__Task data__:
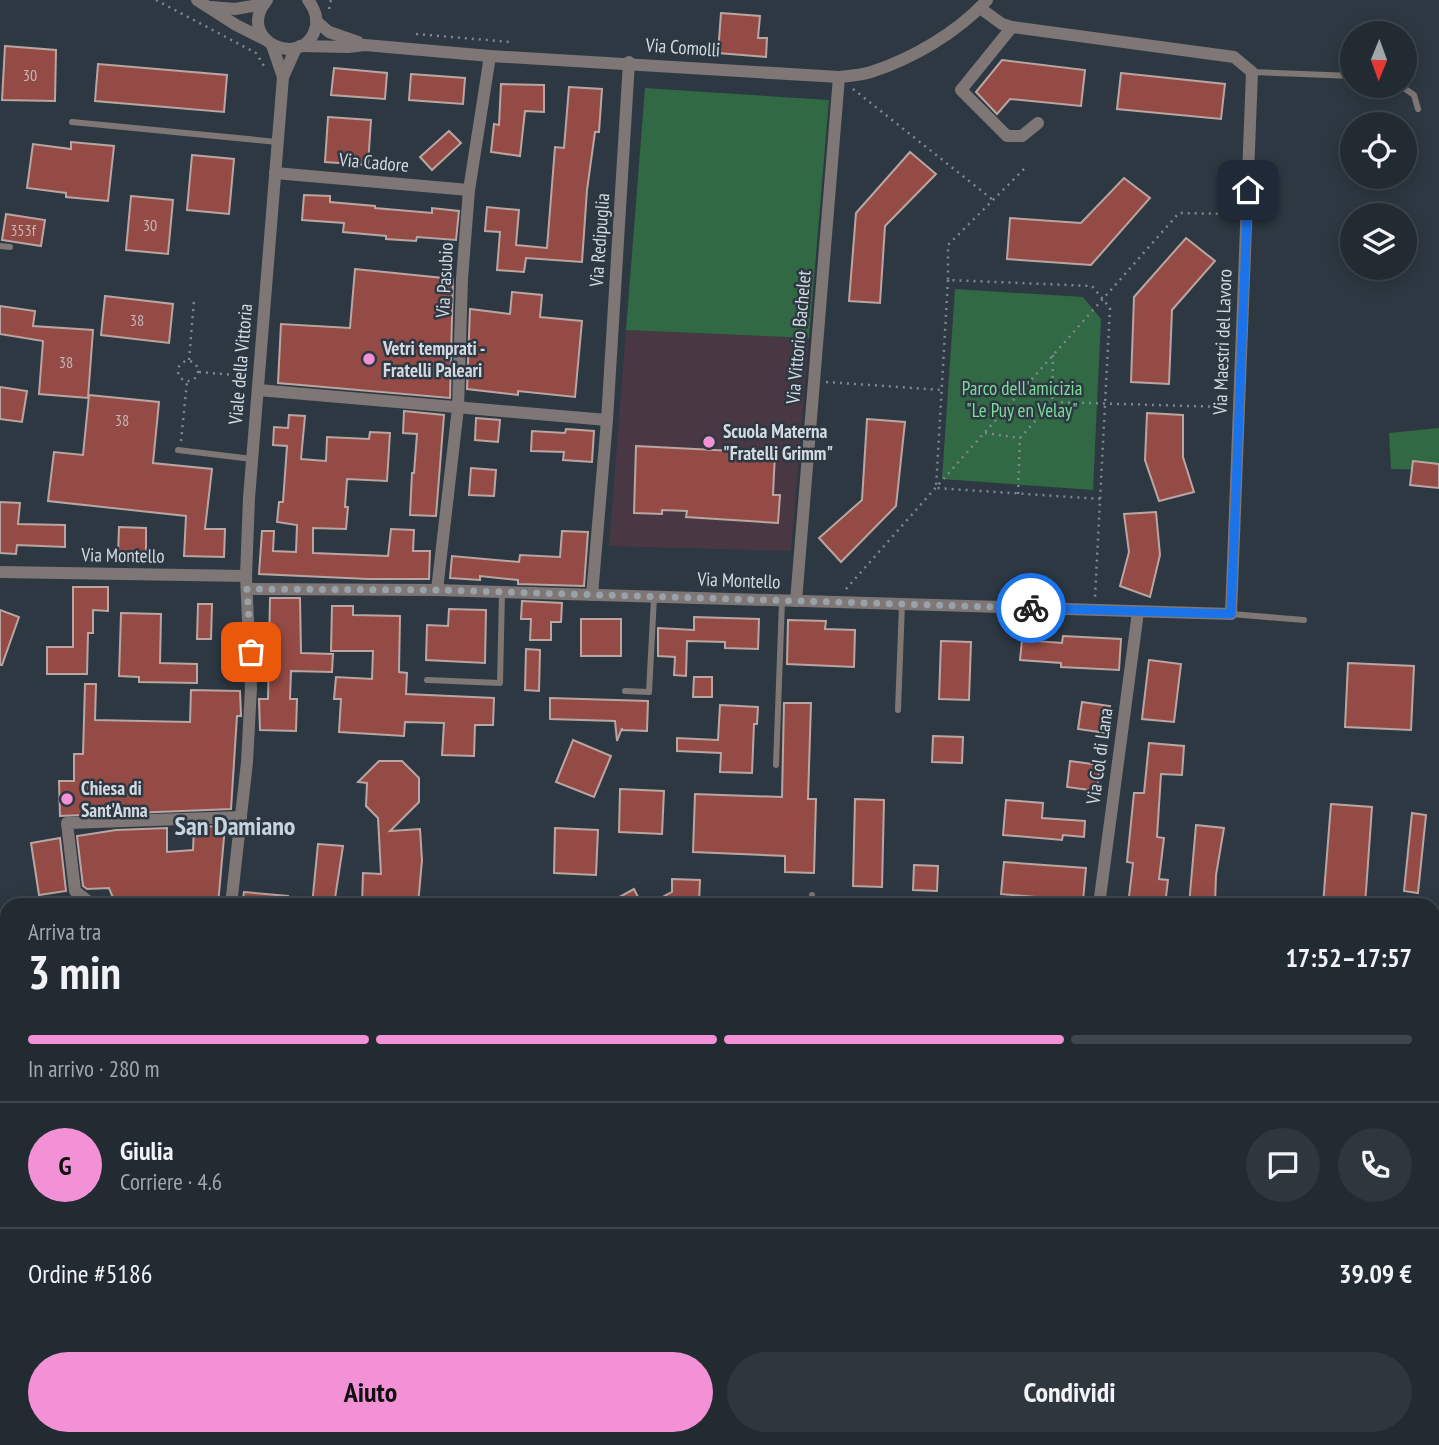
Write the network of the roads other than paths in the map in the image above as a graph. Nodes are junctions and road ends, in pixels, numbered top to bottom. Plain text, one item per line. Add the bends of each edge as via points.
1 (197, 0) edge
2 (308, 0) edge
3 (321, 0) edge
4 (265, 2) edge
5 (984, 4) edge
6 (211, 7) junction
7 (316, 18) junction
8 (1012, 27) junction
9 (269, 43) junction
10 (365, 45) junction
11 (298, 47) junction
12 (490, 56) junction
13 (629, 62) junction
14 (1252, 72) junction
15 (1340, 75) edge
16 (276, 76) junction
17 (839, 77) junction
18 (1415, 98) edge
19 (1418, 109) dead end
20 (72, 122) dead end
21 (1038, 123) dead end
22 (278, 142) junction
23 (275, 173) junction
24 (469, 190) junction
25 (0, 246) edge
26 (10, 247) dead end
27 (258, 390) junction
28 (458, 408) junction
29 (607, 421) junction
30 (179, 447) road end
31 (252, 459) junction
32 (0, 572) edge
33 (246, 583) junction
34 (437, 590) junction
35 (502, 592) junction
36 (592, 595) junction
37 (654, 597) junction
38 (782, 601) junction
39 (796, 601) junction
40 (902, 604) junction
41 (1138, 612) junction
42 (1231, 614) junction
43 (1304, 620) dead end
44 (427, 680) dead end
45 (625, 691) dead end
46 (898, 710) dead end
47 (776, 765) dead end
48 (241, 817) junction
49 (812, 894) dead end
50 (84, 898) edge
51 (231, 898) edge
52 (812, 898) edge
53 (1099, 898) edge
54 (0, 1437) edge
55 (0, 1444) edge

1 - 6 street, Via Comolli
2 - 7 street
3 - 7 street
4 - 6 street, Via Comolli via 243,9
4 - 9 street, Via Comolli via 258,22
5 - 8 street via 1002,24
5 - 17 street, Via Comolli via 904,58 869,73
6 - 9 street, Via Comolli
7 - 10 street, Via Comolli via 337,36
7 - 11 street via 312,36
8 - 14 street via 1234,57
8 - 21 street via 961,90 1007,136 1022,136
9 - 11 street, Via Comolli via 282,49
9 - 16 street, Viale della Vittoria
10 - 11 street, Via Comolli
10 - 12 street, Via Comolli
11 - 16 street, Viale della Vittoria
12 - 13 street, Via Comolli
12 - 24 street, Via Pasubio
13 - 17 street, Via Comolli
13 - 29 street, Via Redipuglia
14 - 15 lane
14 - 42 street, Via Maestri del Lavoro
16 - 22 street, Viale della Vittoria
17 - 39 street, Via Vittorio Bachelet
18 - 19 lane
20 - 22 lane
22 - 23 street, Viale della Vittoria
23 - 24 street, Via Cadore
23 - 27 street, Viale della Vittoria
24 - 28 street, Via Pasubio
25 - 26 lane
27 - 28 street
27 - 31 street, Viale della Vittoria
28 - 29 street
28 - 34 street, Via Pasubio
29 - 36 street, Via Redipuglia
30 - 31 lane
31 - 33 street, Viale della Vittoria
32 - 33 street, Via Montello
33 - 34 street, Via Montello
33 - 48 street, Viale della Vittoria via 252,680
34 - 35 street, Via Montello
35 - 36 street, Via Montello
35 - 44 lane via 500,683
36 - 37 street, Via Montello
37 - 38 street, Via Montello
37 - 45 lane via 649,692
38 - 39 street, Via Montello
38 - 47 lane
39 - 40 street, Via Montello
40 - 41 street, Via Montello
40 - 46 lane
41 - 42 street, Via Montello
41 - 53 street, Via Col di Lana
42 - 43 lane
48 - 50 street via 67,823 75,891
48 - 51 street, Viale della Vittoria
49 - 52 lane
54 - 55 street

__Work order__: Skipping any pictures, copy the entries exactly as they appear.

__Output of the task__:
Write the network of the roads other than paths in the map in the image above as a graph. Nodes are junctions and road ends, in pixels, numbered top to bottom. Plain text, one item per line. Add the bends of each edge as via points.
1 (197, 0) edge
2 (308, 0) edge
3 (321, 0) edge
4 (265, 2) edge
5 (984, 4) edge
6 (211, 7) junction
7 (316, 18) junction
8 (1012, 27) junction
9 (269, 43) junction
10 (365, 45) junction
11 (298, 47) junction
12 (490, 56) junction
13 (629, 62) junction
14 (1252, 72) junction
15 (1340, 75) edge
16 (276, 76) junction
17 (839, 77) junction
18 (1415, 98) edge
19 (1418, 109) dead end
20 (72, 122) dead end
21 (1038, 123) dead end
22 (278, 142) junction
23 (275, 173) junction
24 (469, 190) junction
25 (0, 246) edge
26 (10, 247) dead end
27 (258, 390) junction
28 (458, 408) junction
29 (607, 421) junction
30 (179, 447) road end
31 (252, 459) junction
32 (0, 572) edge
33 (246, 583) junction
34 (437, 590) junction
35 (502, 592) junction
36 (592, 595) junction
37 (654, 597) junction
38 (782, 601) junction
39 (796, 601) junction
40 (902, 604) junction
41 (1138, 612) junction
42 (1231, 614) junction
43 (1304, 620) dead end
44 (427, 680) dead end
45 (625, 691) dead end
46 (898, 710) dead end
47 (776, 765) dead end
48 (241, 817) junction
49 (812, 894) dead end
50 (84, 898) edge
51 (231, 898) edge
52 (812, 898) edge
53 (1099, 898) edge
54 (0, 1437) edge
55 (0, 1444) edge

1 - 6 street, Via Comolli
2 - 7 street
3 - 7 street
4 - 6 street, Via Comolli via 243,9
4 - 9 street, Via Comolli via 258,22
5 - 8 street via 1002,24
5 - 17 street, Via Comolli via 904,58 869,73
6 - 9 street, Via Comolli
7 - 10 street, Via Comolli via 337,36
7 - 11 street via 312,36
8 - 14 street via 1234,57
8 - 21 street via 961,90 1007,136 1022,136
9 - 11 street, Via Comolli via 282,49
9 - 16 street, Viale della Vittoria
10 - 11 street, Via Comolli
10 - 12 street, Via Comolli
11 - 16 street, Viale della Vittoria
12 - 13 street, Via Comolli
12 - 24 street, Via Pasubio
13 - 17 street, Via Comolli
13 - 29 street, Via Redipuglia
14 - 15 lane
14 - 42 street, Via Maestri del Lavoro
16 - 22 street, Viale della Vittoria
17 - 39 street, Via Vittorio Bachelet
18 - 19 lane
20 - 22 lane
22 - 23 street, Viale della Vittoria
23 - 24 street, Via Cadore
23 - 27 street, Viale della Vittoria
24 - 28 street, Via Pasubio
25 - 26 lane
27 - 28 street
27 - 31 street, Viale della Vittoria
28 - 29 street
28 - 34 street, Via Pasubio
29 - 36 street, Via Redipuglia
30 - 31 lane
31 - 33 street, Viale della Vittoria
32 - 33 street, Via Montello
33 - 34 street, Via Montello
33 - 48 street, Viale della Vittoria via 252,680
34 - 35 street, Via Montello
35 - 36 street, Via Montello
35 - 44 lane via 500,683
36 - 37 street, Via Montello
37 - 38 street, Via Montello
37 - 45 lane via 649,692
38 - 39 street, Via Montello
38 - 47 lane
39 - 40 street, Via Montello
40 - 41 street, Via Montello
40 - 46 lane
41 - 42 street, Via Montello
41 - 53 street, Via Col di Lana
42 - 43 lane
48 - 50 street via 67,823 75,891
48 - 51 street, Viale della Vittoria
49 - 52 lane
54 - 55 street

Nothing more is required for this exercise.